But this is a long, deep-seated frustration
that people have had, like 100-year-old editorial cartoons
with this big cow representing Western Canada
and liberals and Ontarians milking that cow.
So there's been this long perception
that agriculture, oil products are produced in the West and provide
so much prosperity and revenue for this country and it's just leached away by Eastern governments.
And what's added to that over the last few decades, especially in the last maybe 10 years
of liberal rule is the climate movement.
That the climate movement is this
either ulterior motive or well-meaning, well-meaning way to actually suppress the oil prosperity in the West for the sake of
Braden-Tunberg, David Suzuki, you name your green antihero and basically pooch the West.
It feels like a bit of an attack on Alberta, right? And full disclosure here, my in-laws are Albertans.
I go to Edmonton quite a bit every year, a couple of times a year.
So I hear this concern, I hear that.
I was wondering something, and maybe Jason, you can tell me that.
The oil produced in Alberta not being sold on the eastern side of the country because
of the east-west pipeline that never happened.
It was repeated to me several times, you know, if we could do that,
it feels like the sentiment would be better towards the rest of the country.

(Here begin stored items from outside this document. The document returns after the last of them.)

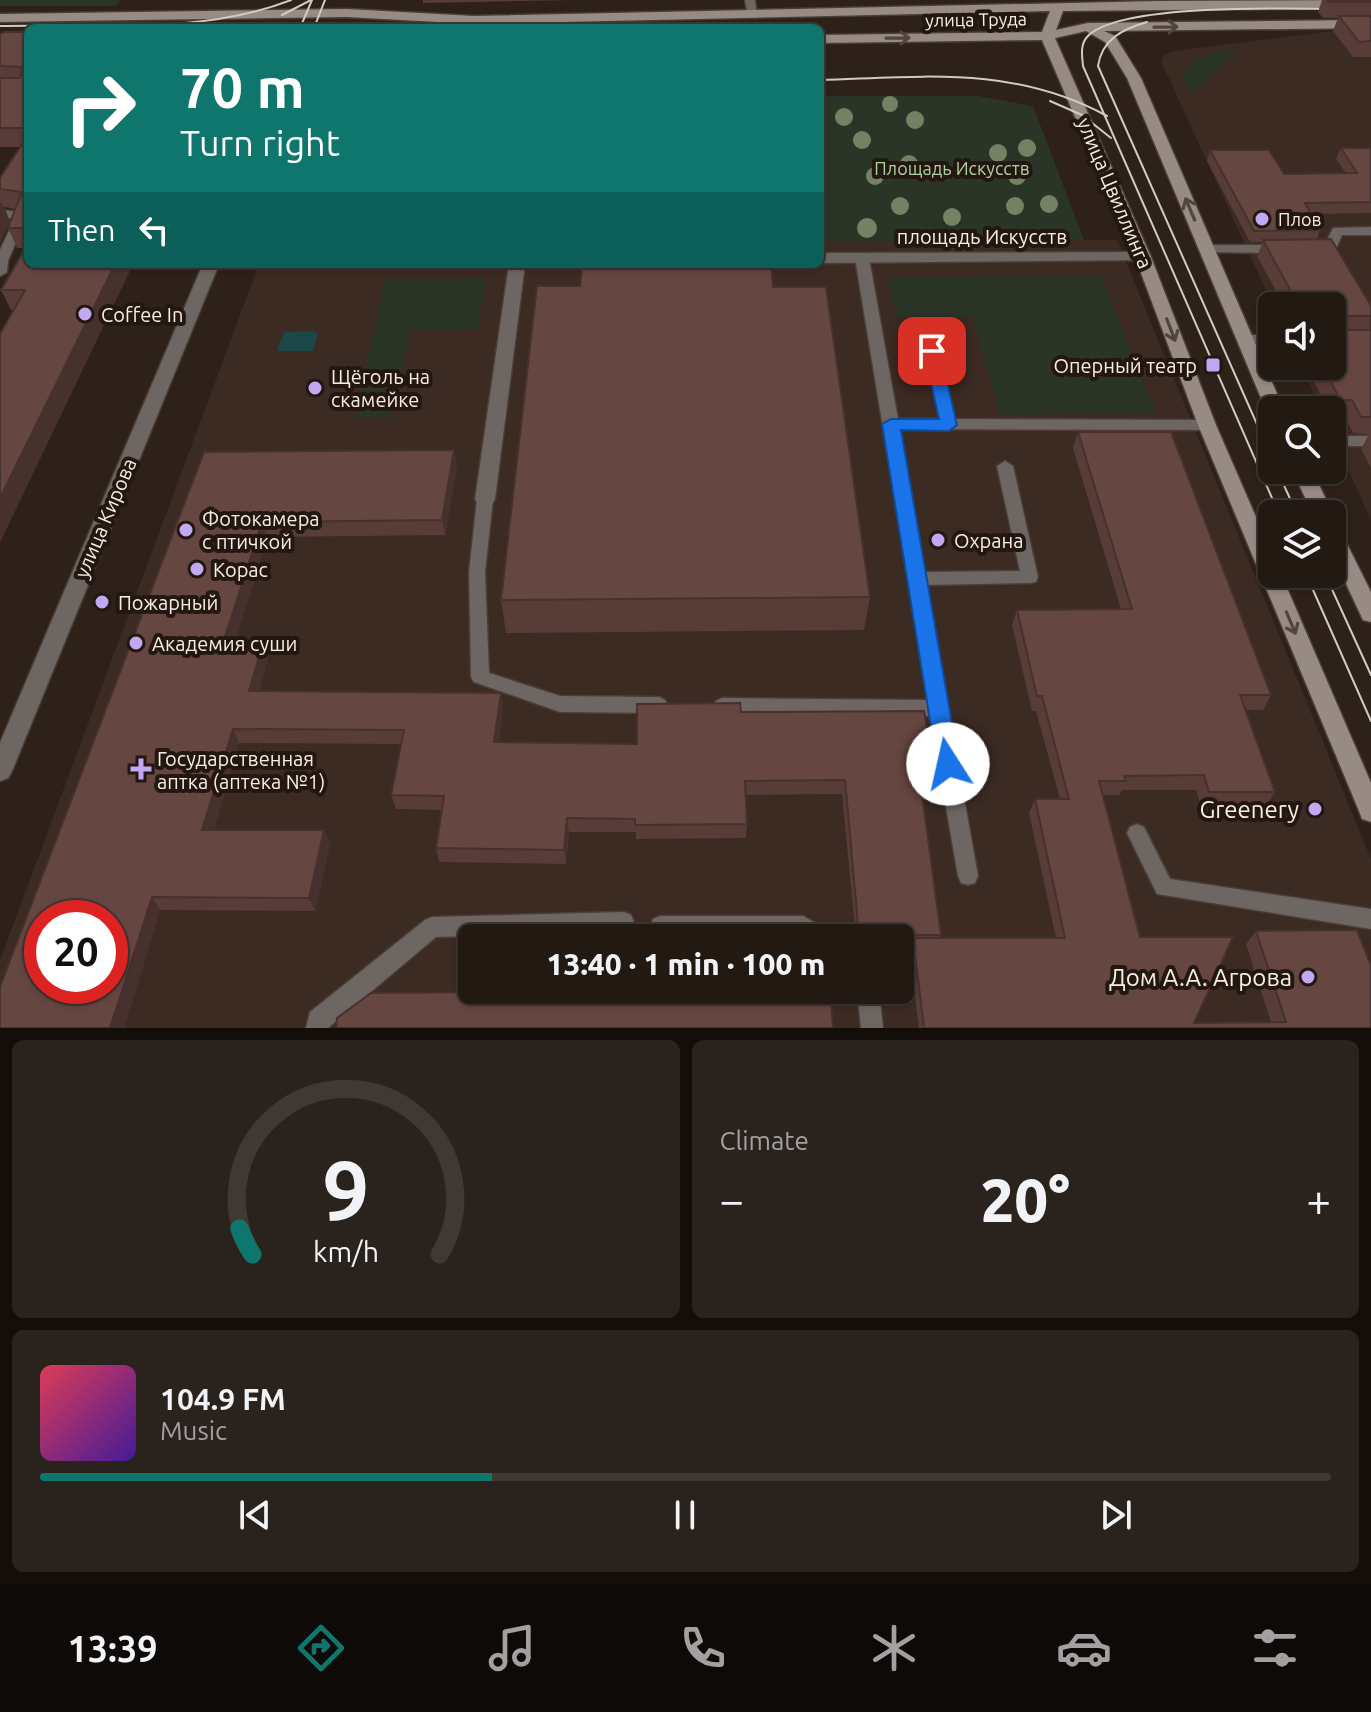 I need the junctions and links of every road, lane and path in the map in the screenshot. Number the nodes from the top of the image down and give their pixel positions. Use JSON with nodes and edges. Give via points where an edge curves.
{"nodes":[{"id":1,"x":750,"y":0,"type":"edge"},
{"id":2,"x":1365,"y":3,"type":"edge"},
{"id":3,"x":1033,"y":4,"type":"edge"},
{"id":4,"x":1062,"y":5,"type":"edge"},
{"id":5,"x":283,"y":7,"type":"edge"},
{"id":6,"x":350,"y":7,"type":"edge"},
{"id":7,"x":753,"y":16,"type":"junction"},
{"id":8,"x":0,"y":18,"type":"edge"},
{"id":9,"x":328,"y":24,"type":"edge"},
{"id":10,"x":1371,"y":24,"type":"edge"},
{"id":11,"x":1088,"y":27,"type":"junction"},
{"id":12,"x":1047,"y":36,"type":"junction"},
{"id":13,"x":824,"y":39,"type":"edge"},
{"id":14,"x":0,"y":214,"type":"edge"},
{"id":15,"x":1371,"y":231,"type":"edge"},
{"id":16,"x":1301,"y":248,"type":"edge"},
{"id":17,"x":1208,"y":249,"type":"junction"},
{"id":18,"x":1287,"y":249,"type":"edge"},
{"id":19,"x":1143,"y":257,"type":"junction"},
{"id":20,"x":824,"y":258,"type":"edge"},
{"id":21,"x":862,"y":258,"type":"junction"},
{"id":22,"x":0,"y":265,"type":"edge"},
{"id":23,"x":209,"y":268,"type":"edge"},
{"id":24,"x":516,"y":268,"type":"edge"},
{"id":25,"x":926,"y":326,"type":"dead end"},
{"id":26,"x":1246,"y":339,"type":"junction"},
{"id":27,"x":1258,"y":339,"type":"edge"},
{"id":28,"x":1269,"y":396,"type":"edge"},
{"id":29,"x":891,"y":424,"type":"junction"},
{"id":30,"x":949,"y":425,"type":"junction"},
{"id":31,"x":1207,"y":425,"type":"junction"},
{"id":32,"x":1346,"y":441,"type":"edge"},
{"id":33,"x":1371,"y":441,"type":"edge"},
{"id":34,"x":1005,"y":466,"type":"dead end"},
{"id":35,"x":485,"y":499,"type":"joint"},
{"id":36,"x":1346,"y":562,"type":"edge"},
{"id":37,"x":917,"y":579,"type":"junction"},
{"id":38,"x":1371,"y":614,"type":"edge"},
{"id":39,"x":670,"y":705,"type":"edge"},
{"id":40,"x":702,"y":706,"type":"edge"},
{"id":41,"x":938,"y":708,"type":"junction"},
{"id":42,"x":0,"y":771,"type":"edge"},
{"id":43,"x":1371,"y":811,"type":"edge"},
{"id":44,"x":1137,"y":833,"type":"dead end"},
{"id":45,"x":968,"y":876,"type":"dead end"},
{"id":46,"x":1371,"y":919,"type":"edge"},
{"id":47,"x":624,"y":922,"type":"dead end"},
{"id":48,"x":869,"y":1004,"type":"edge"},
{"id":49,"x":317,"y":1028,"type":"edge"},
{"id":50,"x":872,"y":1028,"type":"edge"}],
"edges":[{"from":1,"to":7,"type":"lane"},
{"from":2,"to":4,"type":"main road","name":"улица Труда"},
{"from":3,"to":4,"type":"main road","name":"улица Труда"},
{"from":3,"to":7,"type":"main road","name":"улица Труда"},
{"from":4,"to":11,"type":"main road"},
{"from":4,"to":12,"type":"main road"},
{"from":5,"to":6,"type":"main road","name":"улица Труда"},
{"from":5,"to":8,"type":"main road","name":"улица Труда"},
{"from":6,"to":7,"type":"main road","name":"улица Труда","via":[[474,20]]},
{"from":6,"to":9,"type":"main road"},
{"from":11,"to":10,"type":"main road","name":"улица Труда","one_way":true},
{"from":11,"to":12,"type":"main road","name":"улица Труда"},
{"from":17,"to":11,"type":"main road","one_way":true,"via":[[1128,65],[1110,39]]},
{"from":13,"to":12,"type":"main road","name":"улица Труда","one_way":true},
{"from":12,"to":19,"type":"main road","name":"улица Цвиллинга"},
{"from":14,"to":22,"type":"lane","via":[[23,215]]},
{"from":15,"to":16,"type":"lane","via":[[1337,231],[1330,248]]},
{"from":17,"to":18,"type":"lane"},
{"from":17,"to":26,"type":"main road"},
{"from":19,"to":21,"type":"street","name":"площадь Искусств"},
{"from":19,"to":31,"type":"main road","name":"улица Цвиллинга","one_way":true},
{"from":20,"to":21,"type":"street","name":"площадь Искусств"},
{"from":21,"to":29,"type":"lane"},
{"from":23,"to":42,"type":"street","name":"улица Кирова"},
{"from":24,"to":35,"type":"street"},
{"from":25,"to":30,"type":"lane"},
{"from":26,"to":27,"type":"lane"},
{"from":26,"to":28,"type":"main road"},
{"from":29,"to":30,"type":"lane"},
{"from":29,"to":37,"type":"lane"},
{"from":30,"to":31,"type":"lane"},
{"from":31,"to":43,"type":"main road","name":"улица Цвиллинга","one_way":true},
{"from":32,"to":33,"type":"lane"},
{"from":34,"to":37,"type":"lane","via":[[1030,577]]},
{"from":35,"to":39,"type":"lane","via":[[477,572],[480,677],[560,704]]},
{"from":36,"to":38,"type":"main road"},
{"from":37,"to":41,"type":"lane"},
{"from":40,"to":41,"type":"lane"},
{"from":41,"to":45,"type":"lane"},
{"from":44,"to":46,"type":"lane","via":[[1164,887]]},
{"from":47,"to":49,"type":"lane","via":[[432,927],[318,1020]]},
{"from":48,"to":50,"type":"lane"}]}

Is that a reasonable take to have?
I think that comes up a lot.
There was this big push by the same company that was building Keystone XL
to build this energy east pipeline in the 2010s or
so.
And that would have been this big dream.
And I think that this dream is being resurrected a bit now, even Carney is talking about it
a little bit, to bring oil, to bring gas across the country, this big national idea.
We have so much north-south trade in this country, including on electricity, including
oil, so many other products, but there's not much East-West.

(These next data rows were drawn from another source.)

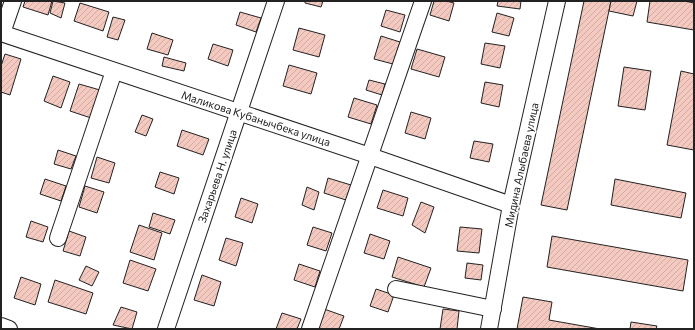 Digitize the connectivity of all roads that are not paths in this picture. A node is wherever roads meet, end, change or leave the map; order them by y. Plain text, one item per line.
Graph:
1 (13, 1) edge
2 (276, 1) edge
3 (423, 1) edge
4 (557, 1) edge
5 (1, 33) edge
6 (114, 71) junction
7 (238, 112) junction
8 (370, 156) junction
9 (511, 205) junction
10 (58, 238) dead end
11 (396, 289) dead end
12 (493, 309) junction
13 (1, 326) edge
14 (9, 329) edge
15 (166, 329) edge
16 (310, 329) edge
17 (489, 329) edge

1 - 5 street
2 - 7 street, Захарьева Н. улица
3 - 8 street
4 - 9 street, Мидина Алыбаева улица
5 - 6 street, Маликова Кубанычбека улица
6 - 7 street, Маликова Кубанычбека улица
6 - 10 street
7 - 8 street, Маликова Кубанычбека улица
7 - 15 street, Захарьева Н. улица
8 - 9 street, Маликова Кубанычбека улица
8 - 16 street
9 - 12 street, Мидина Алыбаева улица
11 - 12 street
12 - 17 street, Мидина Алыбаева улица
13 - 14 street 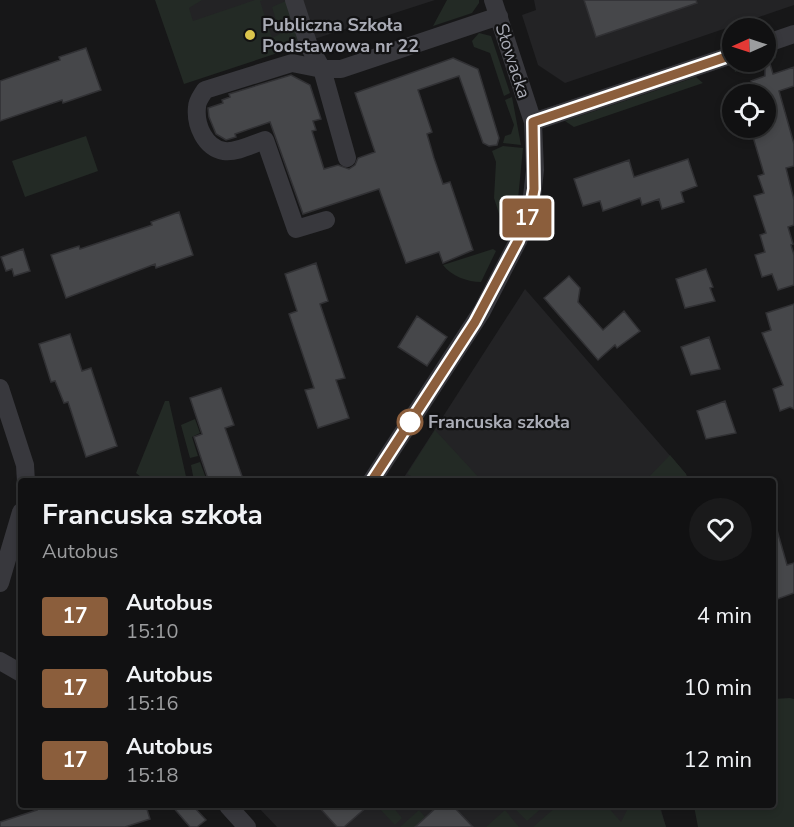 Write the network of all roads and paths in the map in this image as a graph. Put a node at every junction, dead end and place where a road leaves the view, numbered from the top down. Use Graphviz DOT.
graph roads {
  1 [pos="294,0"];
  2 [pos="496,8"];
  3 [pos="794,34"];
  4 [pos="776,40"];
  5 [pos="722,58"];
  6 [pos="322,69"];
  7 [pos="533,122"];
  8 [pos="347,158"];
  9 [pos="326,220"];
  10 [pos="0,388"];
  11 [pos="26,478"];
  12 [pos="374,478"];
  13 [pos="18,522"];
  14 [pos="0,584"];
  15 [pos="0,661"];
  16 [pos="18,671"];
  17 [pos="230,808"];
  18 [pos="247,827"];
  1 -- 6 [label="street"];
  2 -- 6 [label="street"];
  2 -- 7 [label="street, Słowacka"];
  3 -- 4 [label="street"];
  5 -- 7 [label="street"];
  6 -- 8 [label="street"];
  6 -- 9 [label="street"];
  7 -- 12 [label="street, Słowacka"];
  10 -- 11 [label="street"];
  13 -- 14 [label="street"];
  15 -- 16 [label="street"];
  17 -- 18 [label="street"];
}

And there was this plan, of course, who blocked that plan, who was the big rock in the way of that stream, was Quebec.
Yeah, it was Quebec.
It seems like there is, and then you tell me this, Daniel, that, I mean, has that sentiment softened? I mean, is there more permissibility, more social license for oil and gas now in this
weird moment we have with this whole first aid thing in Quebec?
You know what?
There's definitely an opening.
And that's what's interesting because the whole crisis and what's happening with the
States, you've mentioned Carney, Poirier, both talk about it.

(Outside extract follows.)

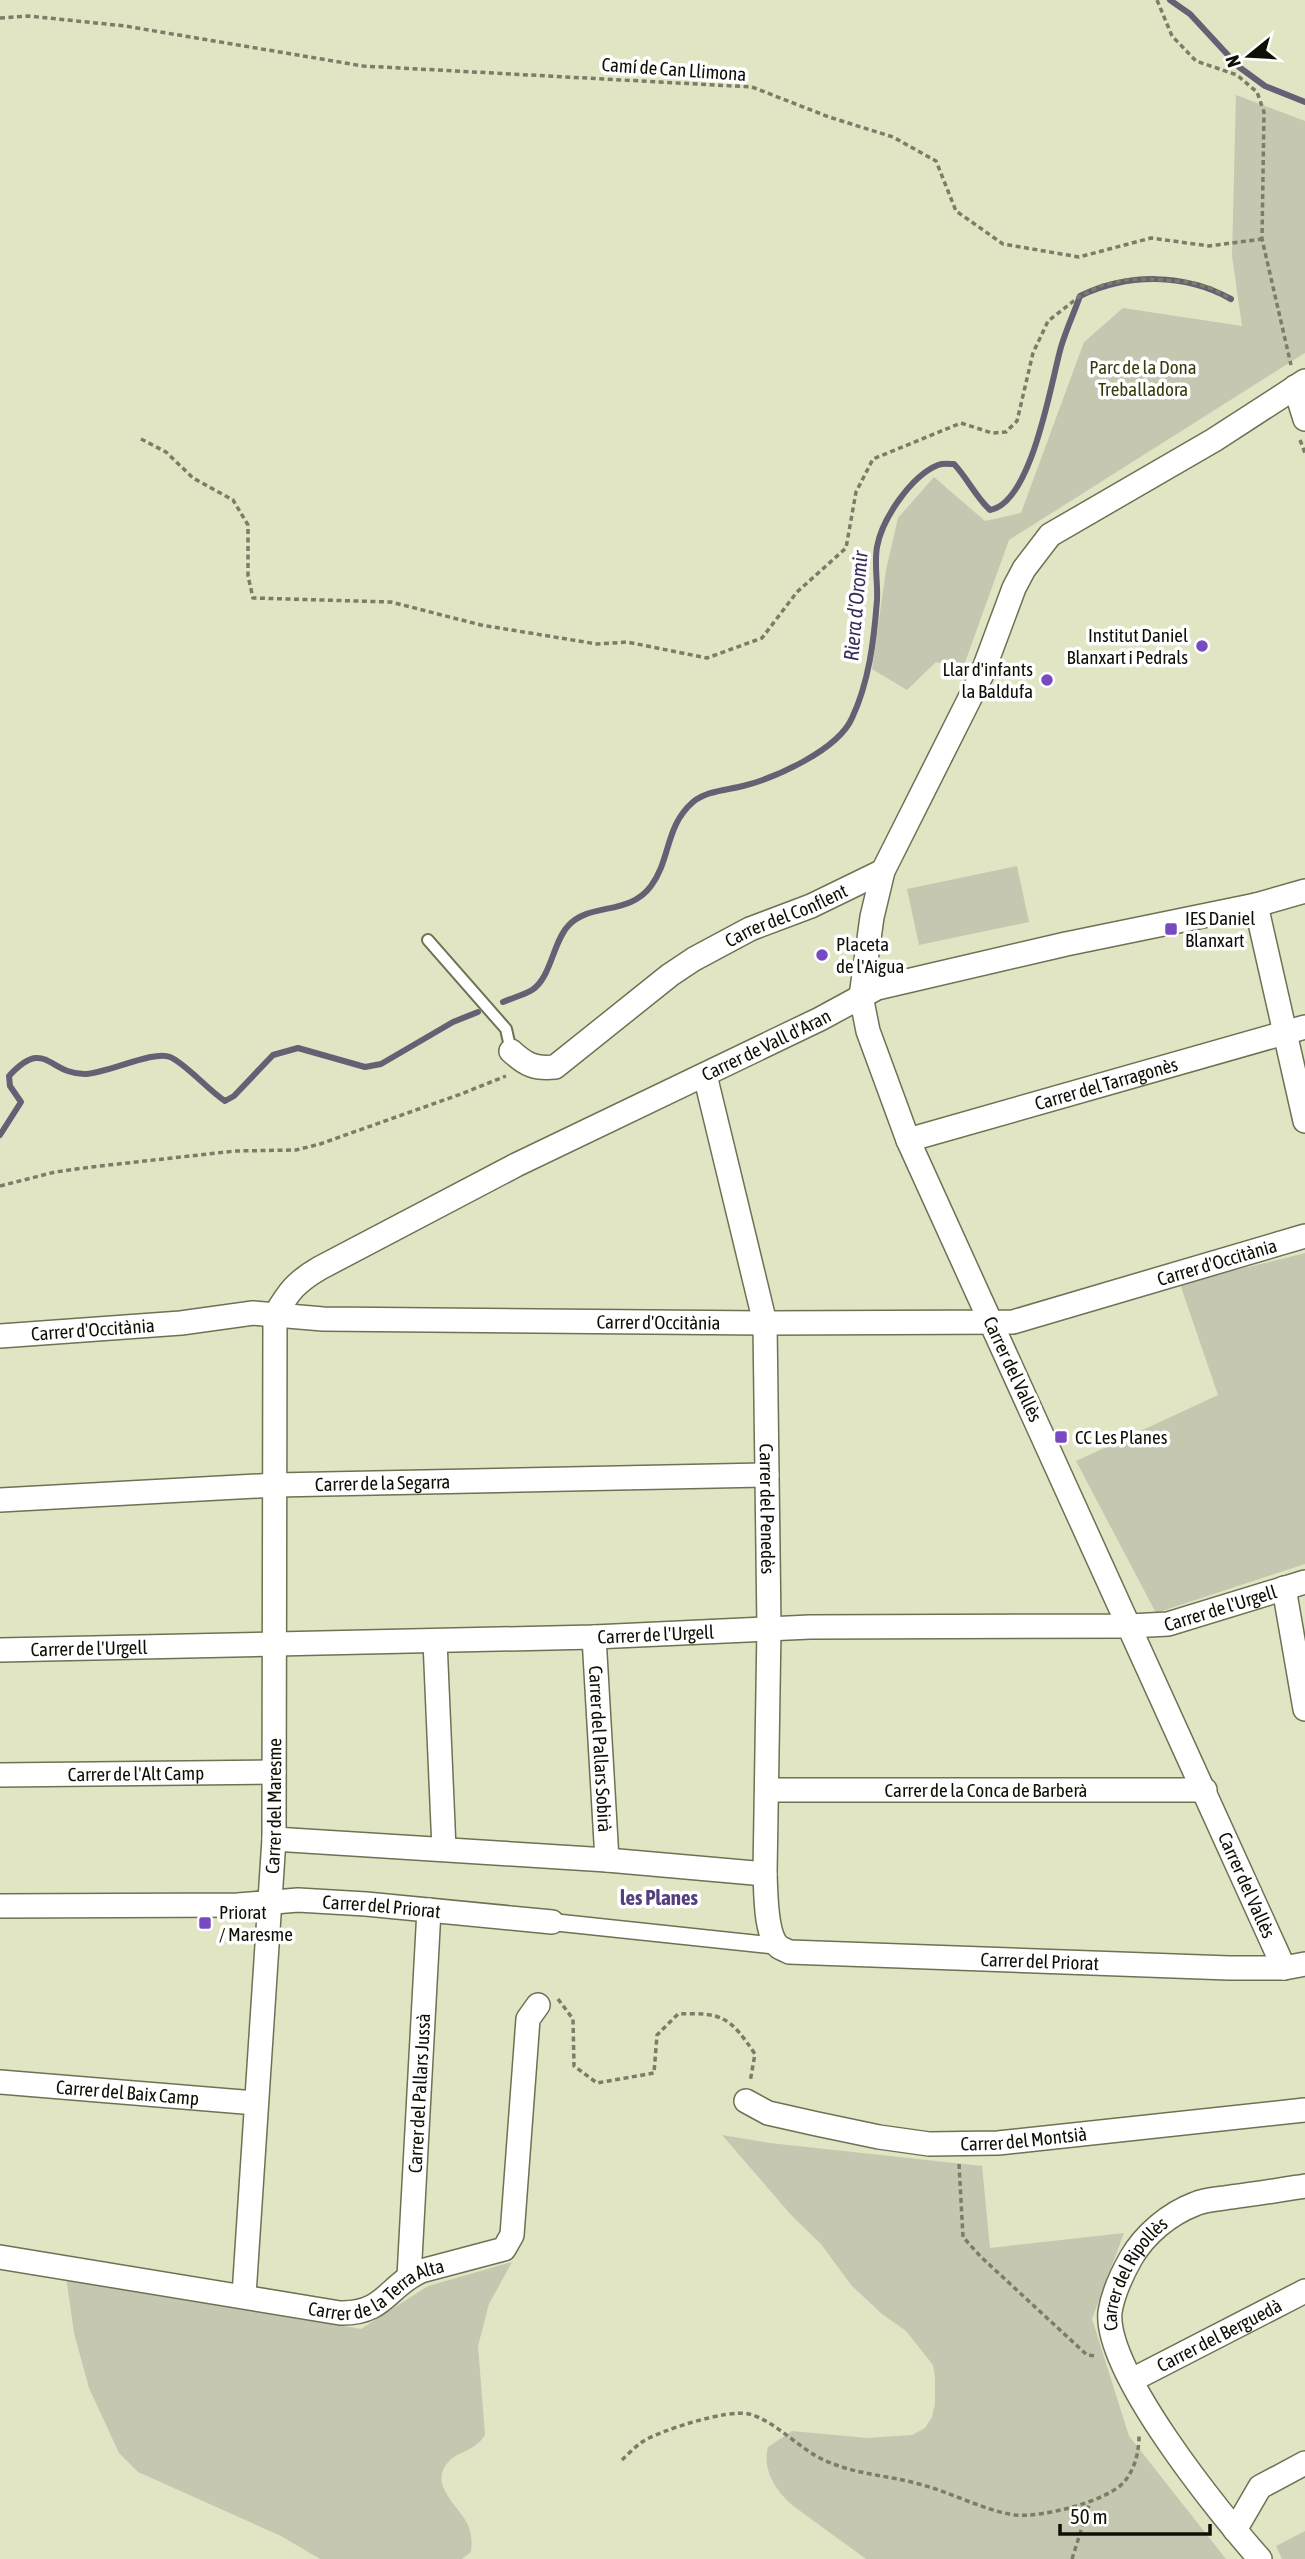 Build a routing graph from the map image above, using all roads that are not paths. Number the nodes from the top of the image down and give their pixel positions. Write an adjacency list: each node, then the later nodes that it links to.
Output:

Francois Legault in Quebec opened the door saying, you know, I'm willing to have the conversation.
And that in itself is a huge shift
if you compare to what was said three, four years ago
about the energy pipeline.
So there is still a long way
between now and the opening of a pipeline,
but there's a willingness to have the conversation
because of the crisis,
because of the dependency on the US oil and the US infrastructure.
So there might be something there.
Is that going to make things better for national unity in the short term?
Not sure.
There's one part of this too that I'm trying to make sense of.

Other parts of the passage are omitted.